Thursday, 19 May 2011

Pulling the Devil's Nose

Today is the Feast of St Dunstan - the saint who seized the devil by the nose with a pair of red hot tongs! Having put a Facebook status about him on the wrong date (two months ago) I was going to correct my mistake on FB today, but found Dunstan so interesting I will write about him here instead.

Briefly, he was a 10th century monk who became Abbot of Glastonbury and Archbishop of Canterbury. A skilled musician, manuscript writer and metal worker, he is invoked invoked by jewellers, goldsmiths, locksmiths and blacksmiths. Until 1975, in honour of St Dunstan, May 19 was the yearly changeover date for hallmarks on gold and silver. According to legend the devil appeared as he was making a golden chalice for the church. Refusing to be tempted, Dunstan seized Satan by the nose with his red hot metal-working tongs.

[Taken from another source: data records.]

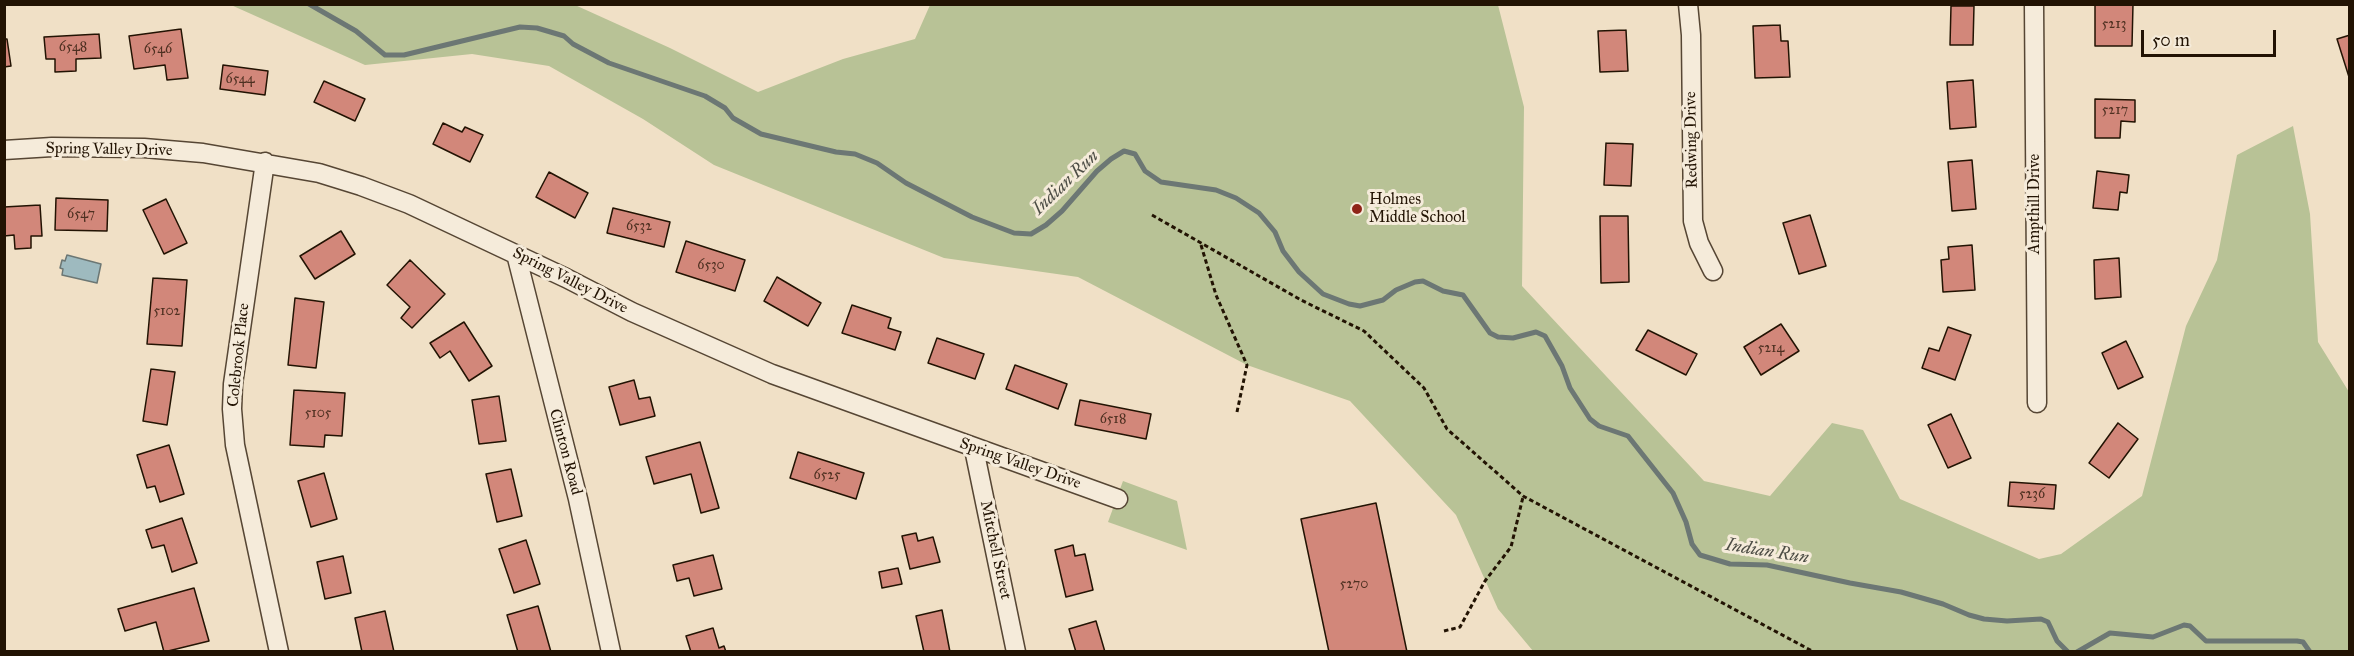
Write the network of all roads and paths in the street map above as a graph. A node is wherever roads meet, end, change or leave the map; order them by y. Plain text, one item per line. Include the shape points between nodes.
1 (1688, 4) edge
2 (2034, 4) edge
3 (4, 150) edge
4 (265, 162) junction
5 (1152, 215) dead end
6 (1201, 243) junction
7 (516, 254) junction
8 (1713, 271) dead end
9 (2037, 403) dead end
10 (1237, 412) dead end
11 (974, 449) junction
12 (1523, 496) junction
13 (1118, 500) dead end
14 (1444, 631) dead end
15 (279, 651) edge
16 (611, 651) edge
17 (1016, 651) edge
18 (1814, 651) edge

1 - 8 street, Redwing Drive via 1693,221
2 - 9 street, Ampthill Drive
3 - 4 street, Spring Valley Drive via 144,148
4 - 7 street, Spring Valley Drive via 361,186
4 - 15 street, Colebrook Place via 232,410 235,445
5 - 6 path
6 - 10 path via 1216,295 1247,365
6 - 12 path via 1364,331 1424,388 1447,429
7 - 11 street, Spring Valley Drive via 691,340
7 - 16 street, Clinton Road via 578,499
11 - 13 street, Spring Valley Drive
11 - 17 street, Mitchell Street
12 - 14 path via 1511,547 1485,581 1460,627
12 - 18 path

There's even an old rhyme about the meeting, quoted in John Vince's Discovering Saints in Britain:
"Saint Dunstan so the story goes
Once pulled the devil by the nose
With red-hot tongs, which made him roar,
That he was heard three miles or more."
I'm fascinated by the tales of the saints, and by anniversaries of historic events, and I like to find ways of mark these occasions - but I don't recommend this particular action of Dunstan's, even with people you don't like! Instead you could celebrate his life by buying or wearing some jewellery (it doesn't have to be expensive, brightly coloured beads and bangles will do), listening to your favourite music or reading a beautifully illustrated book. Or you could do all three. Failing that, cakes and wine are always good for feasting - or simply sit and reflect about life, the universe and everything while enjoying a cup of tea and  biscuit.

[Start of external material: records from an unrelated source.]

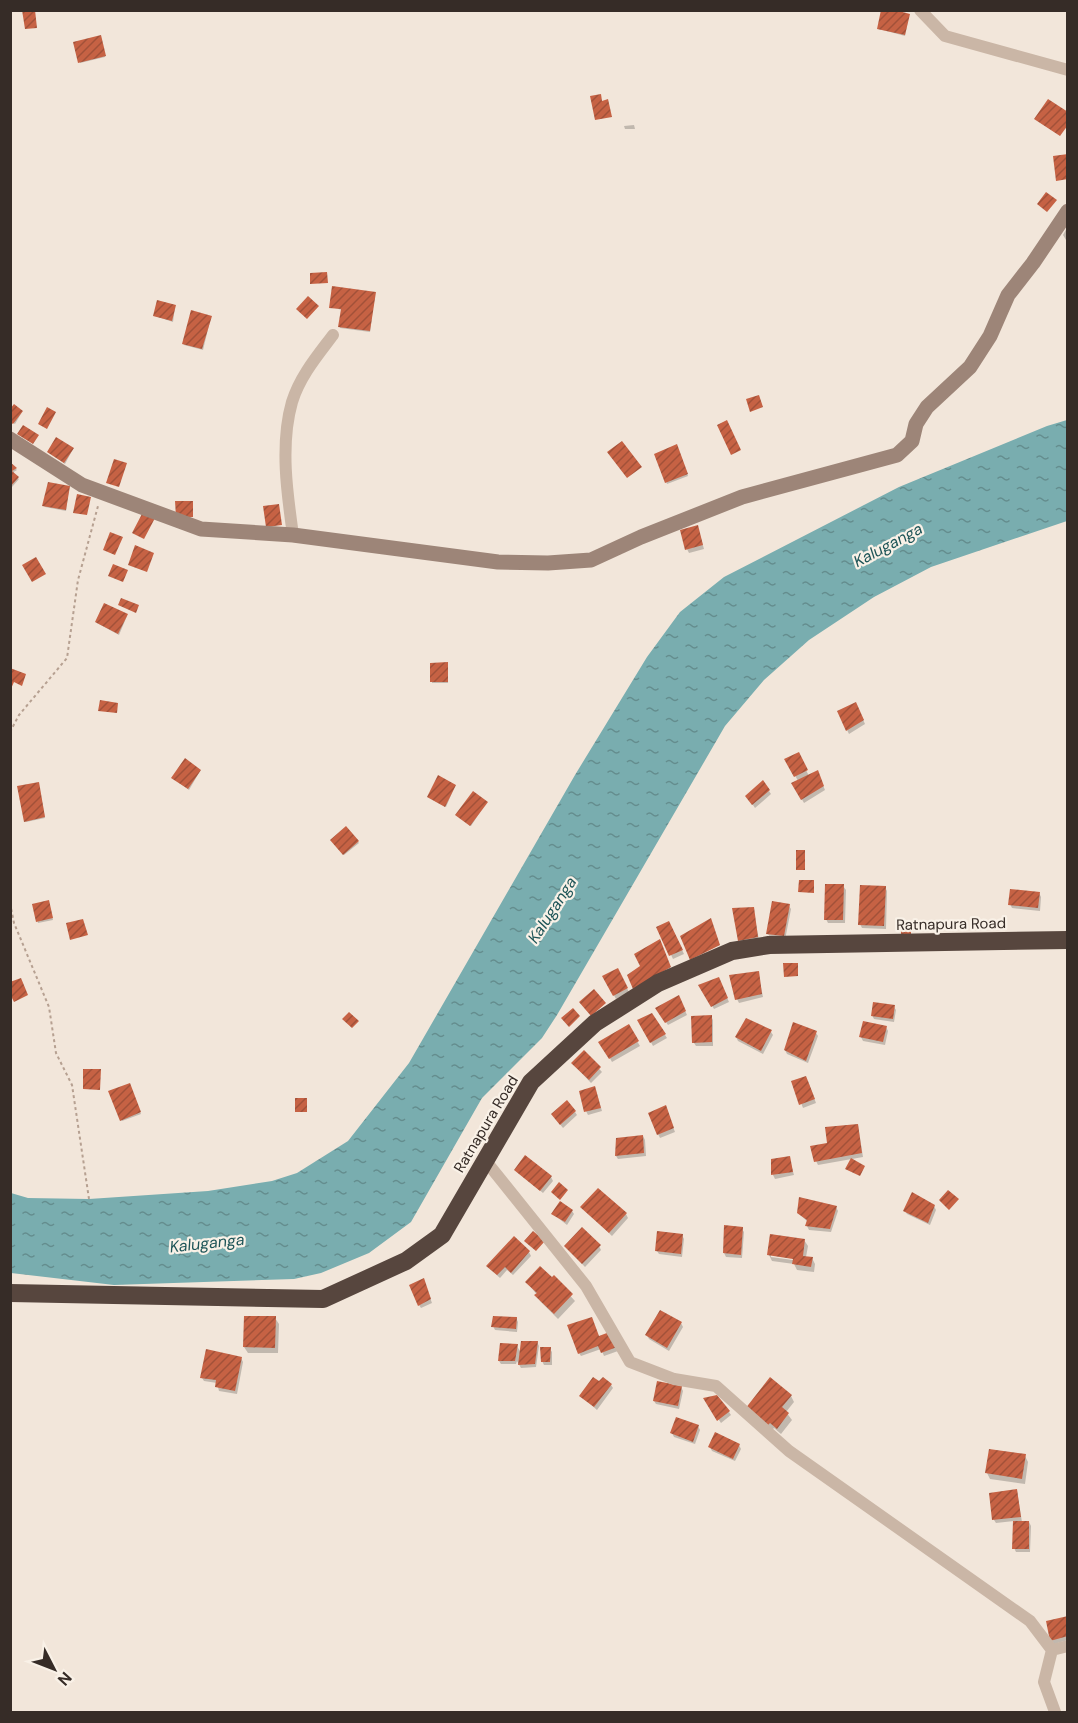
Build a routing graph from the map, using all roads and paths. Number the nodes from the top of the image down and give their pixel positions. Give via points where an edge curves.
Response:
1 (920, 10) edge
2 (1068, 70) edge
3 (1068, 211) edge
4 (333, 335) dead end
5 (10, 439) edge
6 (101, 492) junction
7 (293, 535) junction
8 (10, 732) edge
9 (10, 903) edge
10 (1068, 940) edge
11 (485, 1160) junction
12 (89, 1199) dead end
13 (10, 1293) edge
14 (1068, 1646) edge
15 (1052, 1650) junction
16 (1055, 1713) edge

1 - 2 street via 945,36
3 - 7 street via 1008,295 990,336 970,367 927,407 916,424 912,441 897,455 742,497 591,560 498,562
4 - 7 street via 308,368 292,401 286,444
5 - 6 street via 82,485
6 - 7 street via 201,529
6 - 8 path via 78,580 67,658
9 - 12 path via 14,923 49,1007 56,1053 72,1084
10 - 11 highway, Ratnapura Road via 769,945 732,951 658,983 595,1023 531,1082
11 - 13 highway, Ratnapura Road via 442,1235 406,1261 323,1299
11 - 15 street via 586,1286 630,1362 674,1379 716,1386 789,1451 1030,1621
14 - 15 street
15 - 16 street via 1044,1682

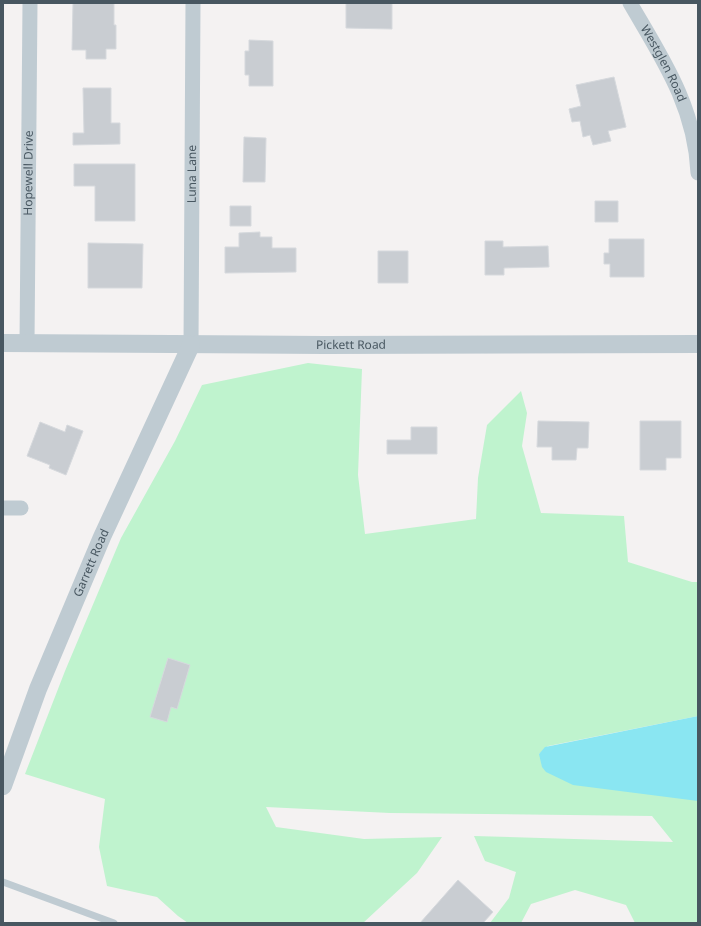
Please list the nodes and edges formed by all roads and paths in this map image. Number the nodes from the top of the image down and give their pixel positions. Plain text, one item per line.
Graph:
1 (30, 3) edge
2 (193, 3) edge
3 (630, 3) edge
4 (698, 173) edge
5 (3, 343) edge
6 (27, 343) junction
7 (698, 344) edge
8 (191, 345) junction
9 (3, 508) edge
10 (20, 508) dead end
11 (3, 786) edge
12 (3, 882) edge
13 (114, 923) edge

1 - 6 street, Hopewell Drive
2 - 8 street, Luna Lane
3 - 4 street, Westglen Road
5 - 6 street, Pickett Road
6 - 8 street, Pickett Road
7 - 8 street, Pickett Road
8 - 11 street, Garrett Road
9 - 10 street
12 - 13 lane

Surprisingly, St Dunstan has no connections with the blind. The charity of that name, which supports blinded and visually impaired ex-service personnel (find out more at took its title from an early location, St Dunstan's Lodge, in Regent's Park - and the house only got its name because the original owner installed a large clock in the grounds, which he bought from a church called St Dunstan's (or, more correctly, St Dunstan-in-the-West, Fleet Street, London).  So it was pure chance that led to the adoption of Dunstan's name by the organisation, and it's chosen patron saint is actually Odilia, who was born in France in the seventh century. Because she was blind her father wanted her killed, but she was given to a peasant, and later miraculously gained her sight when she was baptised by a bishop.

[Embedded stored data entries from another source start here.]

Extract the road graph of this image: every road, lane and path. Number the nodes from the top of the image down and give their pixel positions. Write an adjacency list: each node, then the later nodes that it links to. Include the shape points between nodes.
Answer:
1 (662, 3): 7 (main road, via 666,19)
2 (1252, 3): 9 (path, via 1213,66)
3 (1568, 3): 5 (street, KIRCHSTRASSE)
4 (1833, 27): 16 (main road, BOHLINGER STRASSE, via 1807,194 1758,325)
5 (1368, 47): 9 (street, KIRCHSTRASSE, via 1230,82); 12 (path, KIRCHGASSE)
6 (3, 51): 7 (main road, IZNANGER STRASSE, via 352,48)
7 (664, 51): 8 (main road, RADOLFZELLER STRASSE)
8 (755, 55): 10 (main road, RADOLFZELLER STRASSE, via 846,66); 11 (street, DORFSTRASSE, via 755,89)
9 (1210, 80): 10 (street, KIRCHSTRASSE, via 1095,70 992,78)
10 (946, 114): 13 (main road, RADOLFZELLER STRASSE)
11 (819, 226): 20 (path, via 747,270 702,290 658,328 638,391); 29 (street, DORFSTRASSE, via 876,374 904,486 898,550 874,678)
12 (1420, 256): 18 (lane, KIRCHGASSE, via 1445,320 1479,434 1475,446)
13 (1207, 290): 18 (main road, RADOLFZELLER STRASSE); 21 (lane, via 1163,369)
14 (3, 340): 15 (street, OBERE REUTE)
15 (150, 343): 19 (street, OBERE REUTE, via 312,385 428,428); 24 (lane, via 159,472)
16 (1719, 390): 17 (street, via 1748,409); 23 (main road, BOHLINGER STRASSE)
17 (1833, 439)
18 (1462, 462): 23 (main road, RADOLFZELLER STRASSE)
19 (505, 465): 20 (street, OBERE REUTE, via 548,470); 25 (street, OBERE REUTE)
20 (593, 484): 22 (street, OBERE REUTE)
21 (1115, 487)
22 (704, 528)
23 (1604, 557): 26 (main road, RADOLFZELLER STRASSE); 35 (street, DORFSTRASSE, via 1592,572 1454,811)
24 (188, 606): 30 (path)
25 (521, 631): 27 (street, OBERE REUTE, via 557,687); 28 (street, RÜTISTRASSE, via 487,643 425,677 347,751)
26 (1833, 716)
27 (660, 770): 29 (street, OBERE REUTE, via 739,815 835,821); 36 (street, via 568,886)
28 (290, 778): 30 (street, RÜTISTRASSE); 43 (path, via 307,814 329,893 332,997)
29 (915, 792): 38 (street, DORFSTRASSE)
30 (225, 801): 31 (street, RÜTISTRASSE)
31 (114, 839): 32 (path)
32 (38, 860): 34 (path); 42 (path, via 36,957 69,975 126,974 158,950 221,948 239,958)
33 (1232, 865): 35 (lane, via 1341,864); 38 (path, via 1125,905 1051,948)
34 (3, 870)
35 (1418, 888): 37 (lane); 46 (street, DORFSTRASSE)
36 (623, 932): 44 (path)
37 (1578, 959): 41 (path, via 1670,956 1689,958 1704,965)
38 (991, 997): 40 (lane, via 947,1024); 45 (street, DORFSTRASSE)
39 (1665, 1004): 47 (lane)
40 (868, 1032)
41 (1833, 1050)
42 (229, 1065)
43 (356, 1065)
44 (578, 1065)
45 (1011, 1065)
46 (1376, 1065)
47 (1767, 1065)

Oh dear, I seem to have gone off on a detour again, but that's what so fascinating about reading: you end up travelling in other directions when something catches your interest and you want more information. Anyway, back to St Dunstan. Under his leadership Glastonbury became a centre of learning, while as Archbishop of Canterbury he revived and reformed the church, spearheading the rebuilding of religious buildings destroyed by Danish invader and encouraging monks to acquire skills which would enable help recreate their monasteries. More importantly, he restored discipline by insisting clergy lived according to their vows and that monks followed the Rule of St Benedict. Fostering the growth of education was always important to him and he eventually retired from his role as Archbishop, but continued to teach.

For many years he was one of the most important English saints, and his shrine at Canterbury Cathedral was an important place of pilgrimage.